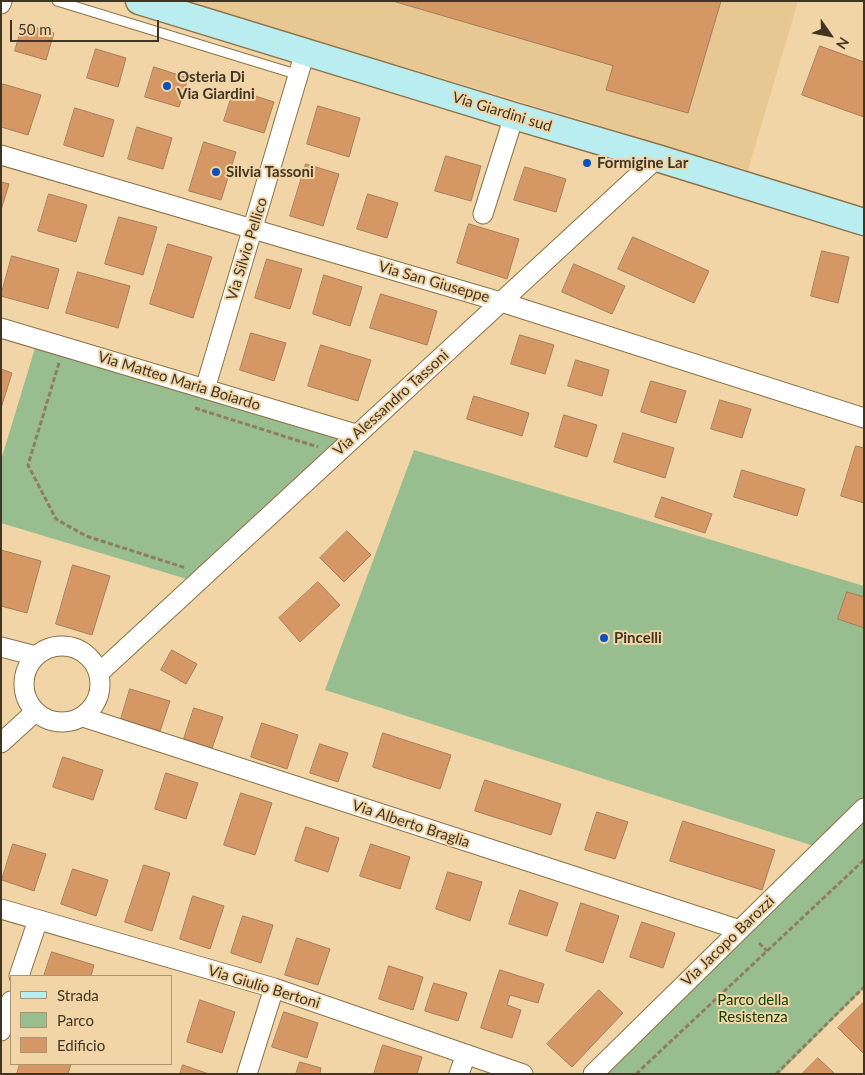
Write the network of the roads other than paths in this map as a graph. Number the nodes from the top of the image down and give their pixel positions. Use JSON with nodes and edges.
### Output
{"nodes":[{"id":1,"x":57,"y":1,"type":"edge"},
{"id":2,"x":139,"y":1,"type":"edge"},
{"id":3,"x":302,"y":63,"type":"junction"},
{"id":4,"x":514,"y":116,"type":"junction"},
{"id":5,"x":1,"y":155,"type":"edge"},
{"id":6,"x":657,"y":158,"type":"junction"},
{"id":7,"x":483,"y":214,"type":"dead end"},
{"id":8,"x":864,"y":222,"type":"edge"},
{"id":9,"x":253,"y":229,"type":"junction"},
{"id":10,"x":501,"y":302,"type":"junction"},
{"id":11,"x":1,"y":328,"type":"edge"},
{"id":12,"x":205,"y":389,"type":"junction"},
{"id":13,"x":864,"y":418,"type":"edge"},
{"id":14,"x":356,"y":434,"type":"junction"},
{"id":15,"x":5,"y":648,"type":"edge"},
{"id":16,"x":32,"y":661,"type":"junction"},
{"id":17,"x":95,"y":666,"type":"junction"},
{"id":18,"x":35,"y":712,"type":"junction"},
{"id":19,"x":82,"y":717,"type":"junction"},
{"id":20,"x":1,"y":743,"type":"edge"},
{"id":21,"x":864,"y":808,"type":"edge"},
{"id":22,"x":1,"y":909,"type":"edge"},
{"id":23,"x":38,"y":920,"type":"junction"},
{"id":24,"x":740,"y":930,"type":"junction"},
{"id":25,"x":19,"y":975,"type":"edge"},
{"id":26,"x":274,"y":988,"type":"junction"},
{"id":27,"x":10,"y":1004,"type":"edge"},
{"id":28,"x":1,"y":1031,"type":"edge"},
{"id":29,"x":466,"y":1054,"type":"junction"},
{"id":30,"x":247,"y":1074,"type":"edge"},
{"id":31,"x":459,"y":1074,"type":"edge"},
{"id":32,"x":523,"y":1074,"type":"edge"},
{"id":33,"x":593,"y":1074,"type":"edge"}],
"edges":[{"from":1,"to":3,"type":"lane"},
{"from":2,"to":3,"type":"main road","name":"Via Giardini sud"},
{"from":3,"to":4,"type":"main road","name":"Via Giardini sud"},
{"from":3,"to":9,"type":"street","name":"Via Silvio Pellico"},
{"from":4,"to":6,"type":"main road","name":"Via Giardini sud"},
{"from":4,"to":7,"type":"street"},
{"from":5,"to":9,"type":"street","name":"Via San Giuseppe"},
{"from":6,"to":8,"type":"main road","name":"Via Giardini sud"},
{"from":6,"to":10,"type":"street","name":"Via Alessandro Tassoni"},
{"from":9,"to":10,"type":"street","name":"Via San Giuseppe"},
{"from":9,"to":12,"type":"street","name":"Via Silvio Pellico"},
{"from":10,"to":13,"type":"street","name":"Via San Giuseppe"},
{"from":10,"to":14,"type":"street","name":"Via Alessandro Tassoni"},
{"from":11,"to":12,"type":"street","name":"Via Matteo Maria Boiardo"},
{"from":12,"to":14,"type":"street","name":"Via Matteo Maria Boiardo"},
{"from":14,"to":17,"type":"street","name":"Via Alessandro Tassoni"},
{"from":15,"to":16,"type":"street"},
{"from":16,"to":17,"type":"street"},
{"from":16,"to":18,"type":"street"},
{"from":17,"to":19,"type":"street"},
{"from":18,"to":19,"type":"street"},
{"from":18,"to":20,"type":"street"},
{"from":19,"to":24,"type":"street","name":"Via Alberto Braglia"},
{"from":21,"to":24,"type":"street","name":"Via Jacopo Barozzi"},
{"from":22,"to":23,"type":"street","name":"Via Giulio Bertoni"},
{"from":23,"to":25,"type":"street"},
{"from":23,"to":26,"type":"street","name":"Via Giulio Bertoni"},
{"from":24,"to":33,"type":"street","name":"Via Jacopo Barozzi"},
{"from":26,"to":29,"type":"street","name":"Via Giulio Bertoni"},
{"from":26,"to":30,"type":"street"},
{"from":27,"to":28,"type":"street"},
{"from":29,"to":31,"type":"street"},
{"from":29,"to":32,"type":"street","name":"Via Giulio Bertoni"}]}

_ _ _ _

## Task to carry out:
Transcribe each line above exactly, pictures excluded.

## Your solution:
Write the network of the roads other than paths in this map as a graph. Number the nodes from the top of the image down and give their pixel positions. Use JSON with nodes and edges.
### Output
{"nodes":[{"id":1,"x":57,"y":1,"type":"edge"},
{"id":2,"x":139,"y":1,"type":"edge"},
{"id":3,"x":302,"y":63,"type":"junction"},
{"id":4,"x":514,"y":116,"type":"junction"},
{"id":5,"x":1,"y":155,"type":"edge"},
{"id":6,"x":657,"y":158,"type":"junction"},
{"id":7,"x":483,"y":214,"type":"dead end"},
{"id":8,"x":864,"y":222,"type":"edge"},
{"id":9,"x":253,"y":229,"type":"junction"},
{"id":10,"x":501,"y":302,"type":"junction"},
{"id":11,"x":1,"y":328,"type":"edge"},
{"id":12,"x":205,"y":389,"type":"junction"},
{"id":13,"x":864,"y":418,"type":"edge"},
{"id":14,"x":356,"y":434,"type":"junction"},
{"id":15,"x":5,"y":648,"type":"edge"},
{"id":16,"x":32,"y":661,"type":"junction"},
{"id":17,"x":95,"y":666,"type":"junction"},
{"id":18,"x":35,"y":712,"type":"junction"},
{"id":19,"x":82,"y":717,"type":"junction"},
{"id":20,"x":1,"y":743,"type":"edge"},
{"id":21,"x":864,"y":808,"type":"edge"},
{"id":22,"x":1,"y":909,"type":"edge"},
{"id":23,"x":38,"y":920,"type":"junction"},
{"id":24,"x":740,"y":930,"type":"junction"},
{"id":25,"x":19,"y":975,"type":"edge"},
{"id":26,"x":274,"y":988,"type":"junction"},
{"id":27,"x":10,"y":1004,"type":"edge"},
{"id":28,"x":1,"y":1031,"type":"edge"},
{"id":29,"x":466,"y":1054,"type":"junction"},
{"id":30,"x":247,"y":1074,"type":"edge"},
{"id":31,"x":459,"y":1074,"type":"edge"},
{"id":32,"x":523,"y":1074,"type":"edge"},
{"id":33,"x":593,"y":1074,"type":"edge"}],
"edges":[{"from":1,"to":3,"type":"lane"},
{"from":2,"to":3,"type":"main road","name":"Via Giardini sud"},
{"from":3,"to":4,"type":"main road","name":"Via Giardini sud"},
{"from":3,"to":9,"type":"street","name":"Via Silvio Pellico"},
{"from":4,"to":6,"type":"main road","name":"Via Giardini sud"},
{"from":4,"to":7,"type":"street"},
{"from":5,"to":9,"type":"street","name":"Via San Giuseppe"},
{"from":6,"to":8,"type":"main road","name":"Via Giardini sud"},
{"from":6,"to":10,"type":"street","name":"Via Alessandro Tassoni"},
{"from":9,"to":10,"type":"street","name":"Via San Giuseppe"},
{"from":9,"to":12,"type":"street","name":"Via Silvio Pellico"},
{"from":10,"to":13,"type":"street","name":"Via San Giuseppe"},
{"from":10,"to":14,"type":"street","name":"Via Alessandro Tassoni"},
{"from":11,"to":12,"type":"street","name":"Via Matteo Maria Boiardo"},
{"from":12,"to":14,"type":"street","name":"Via Matteo Maria Boiardo"},
{"from":14,"to":17,"type":"street","name":"Via Alessandro Tassoni"},
{"from":15,"to":16,"type":"street"},
{"from":16,"to":17,"type":"street"},
{"from":16,"to":18,"type":"street"},
{"from":17,"to":19,"type":"street"},
{"from":18,"to":19,"type":"street"},
{"from":18,"to":20,"type":"street"},
{"from":19,"to":24,"type":"street","name":"Via Alberto Braglia"},
{"from":21,"to":24,"type":"street","name":"Via Jacopo Barozzi"},
{"from":22,"to":23,"type":"street","name":"Via Giulio Bertoni"},
{"from":23,"to":25,"type":"street"},
{"from":23,"to":26,"type":"street","name":"Via Giulio Bertoni"},
{"from":24,"to":33,"type":"street","name":"Via Jacopo Barozzi"},
{"from":26,"to":29,"type":"street","name":"Via Giulio Bertoni"},
{"from":26,"to":30,"type":"street"},
{"from":27,"to":28,"type":"street"},
{"from":29,"to":31,"type":"street"},
{"from":29,"to":32,"type":"street","name":"Via Giulio Bertoni"}]}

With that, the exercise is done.